Negara-negara yang mengakui asas legalitas:
- Austria; pasal 1787 KUHP Austria
- Denmark, pasl 1 (1) KUHP Denmark
- Belanda, pasal 15 Criminel Wetboek

Negara-negara yang menolak asas legalitas:
- Inggris; karena sebagian besar hukum pidana Inggris tidak tertulis. Inggris tidak mempercayai paper codes (hukum di kertas) dan paper prison (panjang kertas), namun lebih pada hakim, juri, penuntut umum, polisi dan pengacara yang berintegritas, kapibel, jujur dan menjunjung tinggi kehormatan.
- Nazi jerman; menghapuskannya pasa 28 Juni 1935.
- Uni Soviet; menghapusnya pada 1922. Karena "hanya merupakan alat kaum borjuis yang menguasai tata hukum posistif untuk memeprtahankan kedudukan di lapangan sosial ekonomi dan menindas kaum proletar". Mereka menyatakan; perbuatan saja yang membahayakan penguasa dikualifisir sebagai kejahatan. Namun mereka memberlakukan lagi pada Desember 1958.

Analogi
Montesquieu (dalam De I'esprit des lois; 1978); mempropagandakan asas legalitas; hakim hanya "mulut/corong UU". Ajaran ini banyak ditinggalkan, karena tidak satupun pembuat UU yang mampu mengatur segala hal yang akan terjadi dengan sejelas-jelasnya dan terperinci. Sehingga, diperlukan penafsiran (interpretasi) ketentuan UU. Dengan tujuan (van Apeldoorn); mencari dan menemukan kehendak pembentuk UU yang telah dinyatakan secara kurang jelas oleh pembuat UU.

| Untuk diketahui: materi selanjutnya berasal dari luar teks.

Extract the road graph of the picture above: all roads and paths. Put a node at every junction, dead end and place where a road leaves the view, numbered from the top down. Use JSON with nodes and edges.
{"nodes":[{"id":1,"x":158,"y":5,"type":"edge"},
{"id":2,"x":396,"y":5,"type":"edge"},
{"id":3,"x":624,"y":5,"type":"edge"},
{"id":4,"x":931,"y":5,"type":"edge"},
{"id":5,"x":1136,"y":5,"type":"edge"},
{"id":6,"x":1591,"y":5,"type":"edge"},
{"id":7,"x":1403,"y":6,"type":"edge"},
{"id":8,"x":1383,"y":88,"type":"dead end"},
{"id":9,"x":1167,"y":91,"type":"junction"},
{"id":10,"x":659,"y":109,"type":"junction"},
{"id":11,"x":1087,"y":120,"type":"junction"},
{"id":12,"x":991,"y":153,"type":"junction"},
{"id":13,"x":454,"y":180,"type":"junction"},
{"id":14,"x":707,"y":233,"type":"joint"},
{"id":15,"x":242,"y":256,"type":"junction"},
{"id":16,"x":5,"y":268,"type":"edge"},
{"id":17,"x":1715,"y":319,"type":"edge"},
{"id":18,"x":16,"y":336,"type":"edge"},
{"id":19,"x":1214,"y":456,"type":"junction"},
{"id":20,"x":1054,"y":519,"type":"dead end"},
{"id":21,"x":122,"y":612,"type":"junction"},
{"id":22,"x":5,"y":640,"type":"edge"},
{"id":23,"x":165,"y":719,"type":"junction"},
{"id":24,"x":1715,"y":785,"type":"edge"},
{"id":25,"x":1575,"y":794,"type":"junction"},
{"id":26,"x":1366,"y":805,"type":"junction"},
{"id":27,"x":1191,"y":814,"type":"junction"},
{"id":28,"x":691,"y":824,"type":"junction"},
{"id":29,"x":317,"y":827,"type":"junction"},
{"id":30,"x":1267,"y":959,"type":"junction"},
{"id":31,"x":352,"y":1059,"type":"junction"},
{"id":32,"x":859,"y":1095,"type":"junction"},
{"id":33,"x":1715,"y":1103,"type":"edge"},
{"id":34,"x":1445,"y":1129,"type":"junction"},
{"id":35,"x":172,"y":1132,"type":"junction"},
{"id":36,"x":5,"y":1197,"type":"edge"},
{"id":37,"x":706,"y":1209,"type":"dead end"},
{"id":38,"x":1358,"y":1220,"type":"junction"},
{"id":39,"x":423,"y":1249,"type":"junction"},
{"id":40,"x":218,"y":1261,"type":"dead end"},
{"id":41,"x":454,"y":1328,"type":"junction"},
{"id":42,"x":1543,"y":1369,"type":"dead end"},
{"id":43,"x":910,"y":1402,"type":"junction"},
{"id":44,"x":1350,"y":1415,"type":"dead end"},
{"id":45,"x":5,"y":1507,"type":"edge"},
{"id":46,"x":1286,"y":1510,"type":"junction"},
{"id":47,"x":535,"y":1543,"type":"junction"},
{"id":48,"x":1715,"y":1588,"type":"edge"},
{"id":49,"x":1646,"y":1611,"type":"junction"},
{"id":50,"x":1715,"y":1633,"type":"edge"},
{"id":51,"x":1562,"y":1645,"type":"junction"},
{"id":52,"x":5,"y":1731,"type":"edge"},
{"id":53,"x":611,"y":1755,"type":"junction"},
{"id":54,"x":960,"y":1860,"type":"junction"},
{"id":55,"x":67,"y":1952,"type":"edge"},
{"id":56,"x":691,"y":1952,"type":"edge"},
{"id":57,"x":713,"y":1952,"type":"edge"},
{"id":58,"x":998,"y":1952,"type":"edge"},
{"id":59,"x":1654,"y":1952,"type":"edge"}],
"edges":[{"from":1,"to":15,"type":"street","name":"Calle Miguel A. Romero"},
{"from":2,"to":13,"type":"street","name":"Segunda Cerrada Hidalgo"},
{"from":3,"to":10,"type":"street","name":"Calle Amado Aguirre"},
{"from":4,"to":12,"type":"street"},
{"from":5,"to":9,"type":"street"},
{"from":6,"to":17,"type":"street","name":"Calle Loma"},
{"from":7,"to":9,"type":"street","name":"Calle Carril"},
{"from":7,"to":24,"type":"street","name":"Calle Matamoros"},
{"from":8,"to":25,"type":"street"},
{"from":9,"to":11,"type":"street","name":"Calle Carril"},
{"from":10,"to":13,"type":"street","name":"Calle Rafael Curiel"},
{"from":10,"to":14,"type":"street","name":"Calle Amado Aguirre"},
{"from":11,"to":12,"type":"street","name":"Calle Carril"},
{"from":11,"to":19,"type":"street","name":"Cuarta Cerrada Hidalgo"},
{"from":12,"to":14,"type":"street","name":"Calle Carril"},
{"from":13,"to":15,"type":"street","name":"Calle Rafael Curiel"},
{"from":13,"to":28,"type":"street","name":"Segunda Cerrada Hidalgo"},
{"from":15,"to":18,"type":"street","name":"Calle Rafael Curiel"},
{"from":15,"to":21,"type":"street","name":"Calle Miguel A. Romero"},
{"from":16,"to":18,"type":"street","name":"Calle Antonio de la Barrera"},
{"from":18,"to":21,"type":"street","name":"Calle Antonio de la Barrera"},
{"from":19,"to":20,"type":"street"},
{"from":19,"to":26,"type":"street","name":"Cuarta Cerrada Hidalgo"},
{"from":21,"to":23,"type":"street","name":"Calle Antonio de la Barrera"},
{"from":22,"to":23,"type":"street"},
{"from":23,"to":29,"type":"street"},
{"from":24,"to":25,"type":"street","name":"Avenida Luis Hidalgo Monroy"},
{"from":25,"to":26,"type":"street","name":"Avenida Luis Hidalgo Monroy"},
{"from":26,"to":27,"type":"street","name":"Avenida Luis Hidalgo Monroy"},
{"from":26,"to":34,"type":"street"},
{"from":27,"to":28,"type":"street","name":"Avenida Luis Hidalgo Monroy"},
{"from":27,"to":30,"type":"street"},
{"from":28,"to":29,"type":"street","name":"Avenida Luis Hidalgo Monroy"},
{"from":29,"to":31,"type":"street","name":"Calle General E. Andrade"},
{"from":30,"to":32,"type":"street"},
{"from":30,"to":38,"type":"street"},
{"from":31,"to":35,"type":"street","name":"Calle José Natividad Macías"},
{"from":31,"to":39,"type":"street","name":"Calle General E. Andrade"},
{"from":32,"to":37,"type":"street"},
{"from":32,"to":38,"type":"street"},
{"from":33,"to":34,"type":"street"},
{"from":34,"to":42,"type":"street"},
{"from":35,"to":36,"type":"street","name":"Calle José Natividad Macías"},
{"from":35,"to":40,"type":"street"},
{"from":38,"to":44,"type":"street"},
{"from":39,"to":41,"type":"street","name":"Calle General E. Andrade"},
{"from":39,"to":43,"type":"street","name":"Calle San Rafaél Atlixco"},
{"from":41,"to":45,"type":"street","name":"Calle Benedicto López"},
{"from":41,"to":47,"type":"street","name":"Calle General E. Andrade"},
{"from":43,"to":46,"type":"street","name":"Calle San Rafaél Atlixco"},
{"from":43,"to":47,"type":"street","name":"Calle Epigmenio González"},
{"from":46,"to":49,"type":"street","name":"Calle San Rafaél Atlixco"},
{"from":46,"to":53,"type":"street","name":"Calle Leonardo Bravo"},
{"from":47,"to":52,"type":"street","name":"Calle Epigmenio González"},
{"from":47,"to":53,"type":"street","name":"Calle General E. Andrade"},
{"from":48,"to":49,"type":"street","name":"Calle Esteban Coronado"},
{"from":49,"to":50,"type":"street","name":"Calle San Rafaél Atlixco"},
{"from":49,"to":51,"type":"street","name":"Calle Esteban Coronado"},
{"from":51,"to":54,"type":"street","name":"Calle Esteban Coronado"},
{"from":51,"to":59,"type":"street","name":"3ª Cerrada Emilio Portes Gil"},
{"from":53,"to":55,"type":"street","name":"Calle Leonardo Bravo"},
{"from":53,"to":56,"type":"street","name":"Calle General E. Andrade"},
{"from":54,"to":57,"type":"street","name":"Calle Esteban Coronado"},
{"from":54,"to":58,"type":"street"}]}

Metode-metode interpretasi yang digunakan:
1. Gramatikal.
2. Sejarah undang-undang. Contoh UU Subversif; kata "dapat".
3. Sistematis; hubungan ketentuan yang satu dengan yang lain. Contoh: kejahatan terhadap keamanan negara dalam UU Anti Terorisme dan KUHP.
4. Teleologis; tujuan atau fungsional. Kasus penggelapan (pasal 372 KUHP), "kredit bank" dilihat dari fungsinya dalam masyarakat merupakan barang yang dapat dimilik. HR 11-5 1982.
5. Restriktif/akstentif. Kasus penggunaan aliran listrik tidak melalui meteran; termasuk pencurian (362 KUHP); karena listrik adalah barang, dan penggunaan termasuk mengambil. HR 23-5-1921.
Banyak sarjana hukum yang menyamakan/membedakan antara interpretasi restriktif dengan analogi. Beberapa negara melarang analogi, tetapi banyak yang menerapkan:
- Belanda; menyatakannya sebagai tafsir ekstensif. Kasus "secara melawan hukum menggunakan mobil orang lain tanpa maksud memiliki", menurut MA Belanda tangal 10 Mei 1943 dipersamakan dengan "pencurian bensin".
- Indonesia; PN Makassar 25 Pebruari 1959, dukum menyetubuhi pasinennya dalam rangka pengobatan diangap telah melanggar 286 KUHP. Padahal "onmacht" adalah tak berdaya jasmani, bukan rokhani.
- Inggris; sopir yang mengetahui kerusakan mobilnya lalu menjalankan, diangap "menimbulkan kecelakaan lalu lintas".
Larangan analogi dalam menentukan perbuatan pidana masih digunakan oleh beberapa negara; Indonesia dan Belanda. Pompe menyatakan, analogi/interpretasi restriktif perlu digunakan; yaitu dalam:
1. hal-hal yang dilupakan oleh pembuat UU
2. hal-hal baru; tidak diketahui pembuat UU sewaktu menyusunnya

Pengecualian Asas Legalitas
Pengecualian dari asas legalitas adalah hukum transitoir (peralihan), pasal 2 KUHP.
"Bilamana per-UU-an diubah setelah waktu terwujudnya perbutan pidana, maka terhadap tersangka digunakan ketentuan yang paling menguntungkan baginya".



Perubahan per-UU-an:
1. teori formil; redaksi per-UU-an pidana jelas dirubah. Contoh: UU Subversif dengan UU Anti Terorisme.
2. teori materiil terbatas; perubahan keyakinan hukum pembuat per-UU-an. Contoh UU Subversif dalam masa Orde baru Reformasi.
3. teori materiil tak terbatas; di samping itu juga karena perubahan waktu. Contoh UU Subversif dalam mas Reformasi.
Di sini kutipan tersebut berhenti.